§ **Dataset excerpts**:
________________
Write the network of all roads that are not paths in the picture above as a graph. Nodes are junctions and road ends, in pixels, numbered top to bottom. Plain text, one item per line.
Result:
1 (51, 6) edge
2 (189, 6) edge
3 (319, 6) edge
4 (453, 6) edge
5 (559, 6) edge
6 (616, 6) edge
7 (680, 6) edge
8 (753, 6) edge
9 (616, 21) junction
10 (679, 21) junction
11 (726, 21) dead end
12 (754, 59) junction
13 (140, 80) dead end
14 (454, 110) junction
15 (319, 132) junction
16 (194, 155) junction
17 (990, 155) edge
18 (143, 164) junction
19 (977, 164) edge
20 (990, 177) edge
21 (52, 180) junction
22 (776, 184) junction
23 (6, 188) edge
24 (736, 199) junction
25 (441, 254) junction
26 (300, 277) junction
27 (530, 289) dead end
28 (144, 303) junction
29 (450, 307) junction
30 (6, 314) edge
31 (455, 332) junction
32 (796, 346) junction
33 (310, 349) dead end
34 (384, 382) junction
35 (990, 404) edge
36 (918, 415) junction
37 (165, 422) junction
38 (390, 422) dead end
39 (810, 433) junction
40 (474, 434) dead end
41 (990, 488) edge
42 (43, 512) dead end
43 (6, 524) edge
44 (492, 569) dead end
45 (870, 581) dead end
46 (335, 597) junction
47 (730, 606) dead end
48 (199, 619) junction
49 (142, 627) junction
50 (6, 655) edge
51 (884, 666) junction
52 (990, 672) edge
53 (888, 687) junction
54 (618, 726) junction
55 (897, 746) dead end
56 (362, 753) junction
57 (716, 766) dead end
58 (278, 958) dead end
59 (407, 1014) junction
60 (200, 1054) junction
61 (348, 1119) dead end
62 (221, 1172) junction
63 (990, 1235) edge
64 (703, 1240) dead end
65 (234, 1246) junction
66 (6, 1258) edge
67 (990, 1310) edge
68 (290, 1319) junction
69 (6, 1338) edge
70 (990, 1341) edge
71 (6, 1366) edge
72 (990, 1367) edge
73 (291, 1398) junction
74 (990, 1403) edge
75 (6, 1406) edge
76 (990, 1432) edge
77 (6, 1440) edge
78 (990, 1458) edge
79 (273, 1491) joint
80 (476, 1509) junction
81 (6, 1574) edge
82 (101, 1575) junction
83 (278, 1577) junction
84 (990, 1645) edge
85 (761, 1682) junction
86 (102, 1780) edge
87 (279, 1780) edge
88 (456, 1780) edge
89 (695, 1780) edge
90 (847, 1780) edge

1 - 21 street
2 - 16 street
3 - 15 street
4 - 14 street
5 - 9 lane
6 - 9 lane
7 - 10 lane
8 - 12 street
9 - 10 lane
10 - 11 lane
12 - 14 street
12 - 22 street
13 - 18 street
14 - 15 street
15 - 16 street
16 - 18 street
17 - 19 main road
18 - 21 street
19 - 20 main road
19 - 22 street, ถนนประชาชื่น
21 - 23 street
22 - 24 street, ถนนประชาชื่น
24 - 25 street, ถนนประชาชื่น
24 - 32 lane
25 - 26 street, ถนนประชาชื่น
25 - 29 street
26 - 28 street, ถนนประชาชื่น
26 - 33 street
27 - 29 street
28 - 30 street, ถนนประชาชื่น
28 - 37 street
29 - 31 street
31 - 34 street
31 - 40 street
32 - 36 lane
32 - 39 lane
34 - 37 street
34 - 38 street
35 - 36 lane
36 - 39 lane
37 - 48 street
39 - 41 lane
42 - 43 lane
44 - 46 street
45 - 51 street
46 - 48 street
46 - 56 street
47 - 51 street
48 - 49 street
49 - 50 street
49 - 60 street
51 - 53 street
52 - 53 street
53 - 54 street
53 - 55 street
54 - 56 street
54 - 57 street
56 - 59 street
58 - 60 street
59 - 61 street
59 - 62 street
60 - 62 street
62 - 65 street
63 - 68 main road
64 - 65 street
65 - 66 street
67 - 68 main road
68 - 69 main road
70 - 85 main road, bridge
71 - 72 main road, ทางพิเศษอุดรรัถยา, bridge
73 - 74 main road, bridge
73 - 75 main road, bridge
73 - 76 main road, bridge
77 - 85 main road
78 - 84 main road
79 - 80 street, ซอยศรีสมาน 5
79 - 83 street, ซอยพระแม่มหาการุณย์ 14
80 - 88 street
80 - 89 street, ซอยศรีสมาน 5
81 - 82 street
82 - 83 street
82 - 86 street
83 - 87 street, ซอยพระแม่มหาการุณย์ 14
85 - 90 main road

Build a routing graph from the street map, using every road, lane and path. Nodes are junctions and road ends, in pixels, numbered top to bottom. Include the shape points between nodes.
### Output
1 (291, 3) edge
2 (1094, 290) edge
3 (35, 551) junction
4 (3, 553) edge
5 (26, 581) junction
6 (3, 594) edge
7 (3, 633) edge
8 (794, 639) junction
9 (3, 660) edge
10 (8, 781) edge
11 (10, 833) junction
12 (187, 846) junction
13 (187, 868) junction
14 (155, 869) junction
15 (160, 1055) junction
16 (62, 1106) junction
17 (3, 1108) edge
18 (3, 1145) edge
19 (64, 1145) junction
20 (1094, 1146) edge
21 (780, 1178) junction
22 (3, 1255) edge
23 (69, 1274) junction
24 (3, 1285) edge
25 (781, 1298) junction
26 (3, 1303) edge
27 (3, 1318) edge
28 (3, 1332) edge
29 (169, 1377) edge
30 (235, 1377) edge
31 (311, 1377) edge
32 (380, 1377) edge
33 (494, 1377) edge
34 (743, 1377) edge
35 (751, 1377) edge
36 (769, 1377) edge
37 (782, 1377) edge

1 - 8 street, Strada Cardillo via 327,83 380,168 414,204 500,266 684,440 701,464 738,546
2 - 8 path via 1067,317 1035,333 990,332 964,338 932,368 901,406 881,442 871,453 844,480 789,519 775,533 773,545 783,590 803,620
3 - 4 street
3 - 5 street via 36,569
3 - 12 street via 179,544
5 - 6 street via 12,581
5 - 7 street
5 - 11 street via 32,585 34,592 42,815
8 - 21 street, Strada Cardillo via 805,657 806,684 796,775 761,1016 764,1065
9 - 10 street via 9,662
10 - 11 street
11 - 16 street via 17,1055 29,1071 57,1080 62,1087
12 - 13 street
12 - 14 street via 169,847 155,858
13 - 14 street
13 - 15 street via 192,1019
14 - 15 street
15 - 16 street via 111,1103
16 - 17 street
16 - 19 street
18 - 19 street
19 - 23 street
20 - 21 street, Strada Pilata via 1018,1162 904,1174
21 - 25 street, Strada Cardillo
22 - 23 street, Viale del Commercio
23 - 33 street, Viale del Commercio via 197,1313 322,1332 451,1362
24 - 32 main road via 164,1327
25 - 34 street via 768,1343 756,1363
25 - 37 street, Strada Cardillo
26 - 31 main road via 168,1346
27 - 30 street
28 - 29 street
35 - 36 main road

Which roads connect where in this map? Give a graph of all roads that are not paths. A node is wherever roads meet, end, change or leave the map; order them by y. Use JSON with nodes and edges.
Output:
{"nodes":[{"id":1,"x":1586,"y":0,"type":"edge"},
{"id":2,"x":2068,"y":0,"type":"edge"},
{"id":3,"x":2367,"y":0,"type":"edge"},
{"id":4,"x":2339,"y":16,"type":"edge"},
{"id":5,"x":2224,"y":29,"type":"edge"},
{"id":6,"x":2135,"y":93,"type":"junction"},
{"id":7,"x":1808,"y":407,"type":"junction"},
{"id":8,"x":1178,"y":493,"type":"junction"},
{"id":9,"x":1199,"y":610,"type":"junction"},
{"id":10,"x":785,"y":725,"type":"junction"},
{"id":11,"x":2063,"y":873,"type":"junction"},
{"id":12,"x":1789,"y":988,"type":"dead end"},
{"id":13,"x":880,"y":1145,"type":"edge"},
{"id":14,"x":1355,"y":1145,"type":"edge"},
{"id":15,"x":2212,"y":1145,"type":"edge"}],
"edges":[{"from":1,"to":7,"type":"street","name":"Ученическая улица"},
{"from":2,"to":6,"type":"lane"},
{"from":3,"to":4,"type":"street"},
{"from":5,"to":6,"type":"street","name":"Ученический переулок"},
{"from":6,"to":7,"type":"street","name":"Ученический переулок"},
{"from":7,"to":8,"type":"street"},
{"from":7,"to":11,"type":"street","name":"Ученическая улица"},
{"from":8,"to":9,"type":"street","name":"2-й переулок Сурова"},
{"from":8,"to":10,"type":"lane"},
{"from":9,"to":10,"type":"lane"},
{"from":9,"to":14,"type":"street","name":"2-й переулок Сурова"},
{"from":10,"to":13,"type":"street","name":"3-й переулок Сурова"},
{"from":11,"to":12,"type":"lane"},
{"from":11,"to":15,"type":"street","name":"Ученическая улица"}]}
________________
§ **What is required**: For the string "переулок", show each line of the listing where it appears.

§ **Response for this exercise**:
{"from":5,"to":6,"type":"street","name":"Ученический переулок"},
{"from":6,"to":7,"type":"street","name":"Ученический переулок"},
{"from":8,"to":9,"type":"street","name":"2-й переулок Сурова"},
{"from":9,"to":14,"type":"street","name":"2-й переулок Сурова"},
{"from":10,"to":13,"type":"street","name":"3-й переулок Сурова"},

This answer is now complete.